Aku biasanya datang ke sini untuk sekadar membeli cemilan dan minuman manis. Kebiasaanku yang mengonsumsi manis-manisan selama bekerja bukan cuman karena ingin, namun glukosa yang dihasilkan dari makanan tersebut sering mempermudah diriku untuk fokus selama bekerja. Hanya saja, hari ini jumlah belanjaanku tidak biasanya.

Peringatan yang diberikan Pak Peter kepadaku tadi mengganggu pikiranku. Tiap kata, nada suara, dan ekspresinya tadi masih mengiang di dalam kepala. Aura negatif itu menyerap ke dalam sel-sel memori sampai aku muak mengingatnya.

Ditambah dengan tabiat Pak Alvi yang semakin hari semakin menyusahkan, membuatku lelah secara fisik dan batin. Beberapa hari ini aku jadi mudah tertidur di ruang dosen dan kadang lupa menyiapkan bahan ajar. Energiku terkuras entah ke mana.

"Rinda, kamu tidak apa-apa?" Seperti biasa, orang pertama yang menyadari perubahanku adalah Eria.

Dia tadi membuntuti di belakangku. Seakan dia bertanggung jawab atas kondisiku sekarang. Bersiap jika aku akan tumbang kapan saja. Padahal aku sudah mengatakan bahwa aku baik-baik saja. Tapi dia bersikukuh menemaniku berbelanja.

"Aman, Eri. Ada yang mau kamu beli?"

"Tidak juga, sih."

"Kalau begitu, kenapa ikut?"

"Tidak apa-apa, kan? Sekalian olahraga juga, terlalu banyak duduk di ruangan juga tidak baik untuk tulang," kata Eri sambil memainkan ujung rambutnya.

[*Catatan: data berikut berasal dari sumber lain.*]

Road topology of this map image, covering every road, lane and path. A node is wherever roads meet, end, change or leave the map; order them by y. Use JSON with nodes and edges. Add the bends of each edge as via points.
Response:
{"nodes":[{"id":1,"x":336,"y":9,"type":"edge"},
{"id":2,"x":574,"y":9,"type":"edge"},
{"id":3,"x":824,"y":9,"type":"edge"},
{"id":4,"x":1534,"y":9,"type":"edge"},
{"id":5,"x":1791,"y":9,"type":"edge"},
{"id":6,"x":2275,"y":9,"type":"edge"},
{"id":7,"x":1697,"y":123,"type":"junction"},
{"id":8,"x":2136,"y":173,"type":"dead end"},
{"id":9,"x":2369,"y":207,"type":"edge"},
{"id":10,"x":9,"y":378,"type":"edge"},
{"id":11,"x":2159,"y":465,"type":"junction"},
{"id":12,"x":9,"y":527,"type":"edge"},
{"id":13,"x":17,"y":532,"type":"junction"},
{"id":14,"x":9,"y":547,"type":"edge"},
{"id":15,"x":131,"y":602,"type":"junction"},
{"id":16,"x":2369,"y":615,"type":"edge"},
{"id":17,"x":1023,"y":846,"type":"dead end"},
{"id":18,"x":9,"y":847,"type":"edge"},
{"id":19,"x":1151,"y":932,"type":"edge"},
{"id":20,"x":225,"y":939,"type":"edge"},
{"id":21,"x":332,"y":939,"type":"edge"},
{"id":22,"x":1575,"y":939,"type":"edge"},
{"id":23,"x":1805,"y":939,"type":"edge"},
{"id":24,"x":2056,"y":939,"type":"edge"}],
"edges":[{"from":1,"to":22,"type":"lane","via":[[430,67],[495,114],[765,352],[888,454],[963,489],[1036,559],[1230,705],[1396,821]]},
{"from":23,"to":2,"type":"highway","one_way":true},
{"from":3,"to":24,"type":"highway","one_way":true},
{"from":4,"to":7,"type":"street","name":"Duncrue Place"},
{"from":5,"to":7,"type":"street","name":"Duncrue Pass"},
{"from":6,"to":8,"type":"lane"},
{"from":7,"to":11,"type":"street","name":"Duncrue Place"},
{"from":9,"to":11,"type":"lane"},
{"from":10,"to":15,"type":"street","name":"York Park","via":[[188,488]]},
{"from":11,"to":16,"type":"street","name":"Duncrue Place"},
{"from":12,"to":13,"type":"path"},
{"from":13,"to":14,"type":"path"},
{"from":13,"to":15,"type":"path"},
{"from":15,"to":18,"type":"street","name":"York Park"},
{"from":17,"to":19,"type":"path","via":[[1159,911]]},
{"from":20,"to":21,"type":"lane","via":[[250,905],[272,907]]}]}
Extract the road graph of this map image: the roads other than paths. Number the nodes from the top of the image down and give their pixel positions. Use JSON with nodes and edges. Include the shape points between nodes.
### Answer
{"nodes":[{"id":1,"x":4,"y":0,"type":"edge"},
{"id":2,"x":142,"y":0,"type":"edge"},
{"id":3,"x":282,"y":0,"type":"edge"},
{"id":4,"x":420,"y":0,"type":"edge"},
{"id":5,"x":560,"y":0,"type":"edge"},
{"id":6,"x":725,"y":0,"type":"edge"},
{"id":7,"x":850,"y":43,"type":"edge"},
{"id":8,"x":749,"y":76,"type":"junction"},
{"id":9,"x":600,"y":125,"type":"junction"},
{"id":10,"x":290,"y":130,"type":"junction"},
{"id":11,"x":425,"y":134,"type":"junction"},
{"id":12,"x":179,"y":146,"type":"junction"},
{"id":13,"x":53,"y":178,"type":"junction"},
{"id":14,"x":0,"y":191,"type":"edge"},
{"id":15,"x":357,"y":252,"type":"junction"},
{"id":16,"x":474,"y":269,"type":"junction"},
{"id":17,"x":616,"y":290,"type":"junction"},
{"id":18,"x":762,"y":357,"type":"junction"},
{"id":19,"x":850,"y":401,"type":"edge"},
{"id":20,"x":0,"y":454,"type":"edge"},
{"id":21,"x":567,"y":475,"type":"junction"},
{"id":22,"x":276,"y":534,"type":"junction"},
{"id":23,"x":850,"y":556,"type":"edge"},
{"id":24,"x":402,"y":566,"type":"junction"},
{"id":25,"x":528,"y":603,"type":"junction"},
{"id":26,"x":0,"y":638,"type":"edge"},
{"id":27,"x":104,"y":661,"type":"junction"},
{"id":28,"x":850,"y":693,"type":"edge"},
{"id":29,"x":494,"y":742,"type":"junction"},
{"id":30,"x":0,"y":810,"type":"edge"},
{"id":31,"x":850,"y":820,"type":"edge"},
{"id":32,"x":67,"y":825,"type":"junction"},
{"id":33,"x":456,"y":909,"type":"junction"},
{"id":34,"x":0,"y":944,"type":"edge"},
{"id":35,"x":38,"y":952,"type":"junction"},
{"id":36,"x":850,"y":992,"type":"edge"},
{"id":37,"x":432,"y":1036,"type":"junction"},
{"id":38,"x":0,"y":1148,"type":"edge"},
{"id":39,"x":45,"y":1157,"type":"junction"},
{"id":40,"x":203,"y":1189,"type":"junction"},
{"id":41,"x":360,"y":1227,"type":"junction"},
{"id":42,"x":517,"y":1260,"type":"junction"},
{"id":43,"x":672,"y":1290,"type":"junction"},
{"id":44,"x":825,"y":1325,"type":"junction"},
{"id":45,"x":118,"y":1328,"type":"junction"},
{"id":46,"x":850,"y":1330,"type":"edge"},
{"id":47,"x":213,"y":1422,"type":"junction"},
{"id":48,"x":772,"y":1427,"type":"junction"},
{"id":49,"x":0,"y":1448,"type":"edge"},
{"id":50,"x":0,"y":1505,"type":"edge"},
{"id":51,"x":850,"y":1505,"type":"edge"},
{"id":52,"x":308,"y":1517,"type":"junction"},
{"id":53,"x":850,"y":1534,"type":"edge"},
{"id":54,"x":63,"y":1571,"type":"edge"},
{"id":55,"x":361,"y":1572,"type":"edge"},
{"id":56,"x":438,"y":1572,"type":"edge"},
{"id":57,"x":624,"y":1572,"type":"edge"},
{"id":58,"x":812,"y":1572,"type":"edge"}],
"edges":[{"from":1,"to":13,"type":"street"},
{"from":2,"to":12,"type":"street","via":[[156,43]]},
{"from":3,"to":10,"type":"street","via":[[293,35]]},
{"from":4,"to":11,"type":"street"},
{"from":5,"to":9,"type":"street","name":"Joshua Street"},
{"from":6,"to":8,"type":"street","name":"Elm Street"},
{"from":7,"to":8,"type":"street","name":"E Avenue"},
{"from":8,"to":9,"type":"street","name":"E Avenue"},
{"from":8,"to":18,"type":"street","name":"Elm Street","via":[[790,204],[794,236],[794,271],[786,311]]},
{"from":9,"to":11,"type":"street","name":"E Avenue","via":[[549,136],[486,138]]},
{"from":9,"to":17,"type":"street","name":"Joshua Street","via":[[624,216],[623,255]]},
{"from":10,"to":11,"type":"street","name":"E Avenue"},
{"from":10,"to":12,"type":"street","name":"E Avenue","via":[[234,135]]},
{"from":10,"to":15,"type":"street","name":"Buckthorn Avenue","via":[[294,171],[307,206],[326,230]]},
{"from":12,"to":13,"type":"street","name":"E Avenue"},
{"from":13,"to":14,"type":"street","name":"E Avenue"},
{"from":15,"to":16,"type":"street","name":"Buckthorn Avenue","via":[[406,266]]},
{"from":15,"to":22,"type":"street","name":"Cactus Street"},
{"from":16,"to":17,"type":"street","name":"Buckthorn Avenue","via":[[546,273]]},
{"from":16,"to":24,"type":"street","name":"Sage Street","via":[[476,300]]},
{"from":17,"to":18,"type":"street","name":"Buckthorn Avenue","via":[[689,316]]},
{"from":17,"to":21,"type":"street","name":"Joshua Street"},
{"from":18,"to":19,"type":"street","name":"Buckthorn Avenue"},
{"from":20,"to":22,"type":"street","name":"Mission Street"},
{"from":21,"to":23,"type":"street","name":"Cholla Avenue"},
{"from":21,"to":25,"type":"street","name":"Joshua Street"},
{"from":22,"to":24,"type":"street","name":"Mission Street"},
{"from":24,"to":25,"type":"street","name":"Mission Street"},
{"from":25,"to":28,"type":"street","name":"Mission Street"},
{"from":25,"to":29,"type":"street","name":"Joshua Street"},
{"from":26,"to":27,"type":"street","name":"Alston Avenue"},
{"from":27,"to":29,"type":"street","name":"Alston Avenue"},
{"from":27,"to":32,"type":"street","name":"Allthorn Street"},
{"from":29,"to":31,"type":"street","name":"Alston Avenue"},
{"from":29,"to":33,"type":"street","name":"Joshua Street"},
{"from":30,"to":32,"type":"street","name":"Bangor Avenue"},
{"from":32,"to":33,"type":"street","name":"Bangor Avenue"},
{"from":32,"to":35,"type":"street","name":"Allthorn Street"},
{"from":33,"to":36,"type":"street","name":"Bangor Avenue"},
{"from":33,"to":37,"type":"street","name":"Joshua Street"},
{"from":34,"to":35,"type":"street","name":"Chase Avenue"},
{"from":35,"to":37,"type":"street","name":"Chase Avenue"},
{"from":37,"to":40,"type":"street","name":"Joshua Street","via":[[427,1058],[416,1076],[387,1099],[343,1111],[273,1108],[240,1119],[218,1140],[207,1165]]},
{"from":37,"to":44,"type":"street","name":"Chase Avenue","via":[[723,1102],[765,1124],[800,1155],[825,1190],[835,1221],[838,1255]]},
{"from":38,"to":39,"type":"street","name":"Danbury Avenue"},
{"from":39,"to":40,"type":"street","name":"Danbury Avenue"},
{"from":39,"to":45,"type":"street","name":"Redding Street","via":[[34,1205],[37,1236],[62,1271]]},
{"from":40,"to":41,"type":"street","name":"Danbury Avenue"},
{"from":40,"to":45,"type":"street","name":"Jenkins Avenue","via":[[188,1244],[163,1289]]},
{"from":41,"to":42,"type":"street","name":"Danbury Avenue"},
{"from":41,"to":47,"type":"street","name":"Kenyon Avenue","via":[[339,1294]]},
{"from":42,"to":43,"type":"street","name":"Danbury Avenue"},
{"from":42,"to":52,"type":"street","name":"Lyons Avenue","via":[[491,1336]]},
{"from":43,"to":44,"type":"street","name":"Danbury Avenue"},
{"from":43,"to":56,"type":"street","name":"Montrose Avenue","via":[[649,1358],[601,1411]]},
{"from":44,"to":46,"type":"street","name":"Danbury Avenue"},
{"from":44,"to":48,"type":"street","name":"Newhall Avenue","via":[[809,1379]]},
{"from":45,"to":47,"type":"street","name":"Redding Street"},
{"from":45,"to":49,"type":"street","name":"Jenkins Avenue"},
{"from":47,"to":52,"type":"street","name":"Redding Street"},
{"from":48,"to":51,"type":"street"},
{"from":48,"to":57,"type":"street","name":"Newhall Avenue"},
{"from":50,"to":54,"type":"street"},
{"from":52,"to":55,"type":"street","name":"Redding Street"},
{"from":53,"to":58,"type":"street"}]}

Kusempatkan untuk tersenyum. Walau itu adalah tindakan yang sia-sia. Mata lelahku kentara seperti jerawat yang sedang tumbuh di atas dahi. "Baiklah. Aku mau pergi membayar. Tunggulah di bangku depan."

Eria menggelengkan kepalanya. "Aku akan pergi ke manapun kamu berada."

"Meski itu tempat yang kamu tidak suka?"

"Ya. Jangan meragukan diriku."

"Meski aku pergi menonton film horor?"

"Jangan juga itu, dong! Rinda ... aku nangis, loh."

Kuraih pergelangan tangan Eria, mencoba untuk menengankannya. "Maaf, maaf. Nanti aku ajak kamu nonton film kesukaanmu."

"Beneran? Awas kamu ketiduran pas aku nonton film percintaan."

"Kalau yang itu, aku tidak janji, ya." Aku berlalu sembari tertawa, meninggalkan Eria dengan pipi yang menggembung.

Setelah menyelesaikan transaksi, kami berdua berbincang sambil menghabiskan waktu di jalan. Ternyata Eria sudah lama kenal Peter dari bangku kuliah. Dia beberapa kali sekelas dengannya. Pria itu terkenal baik dan santun pada siapa saja. Namun ada suatu ketika, saat dia sedang mengalami stres dengan tugas dan praktikum, Peter bisa melawan siapa saja yang tidak mau menerima pendapatnya.

"Curigaku, dia sedang cemburu," tebak Eria seolah dia mengenal baik Peter.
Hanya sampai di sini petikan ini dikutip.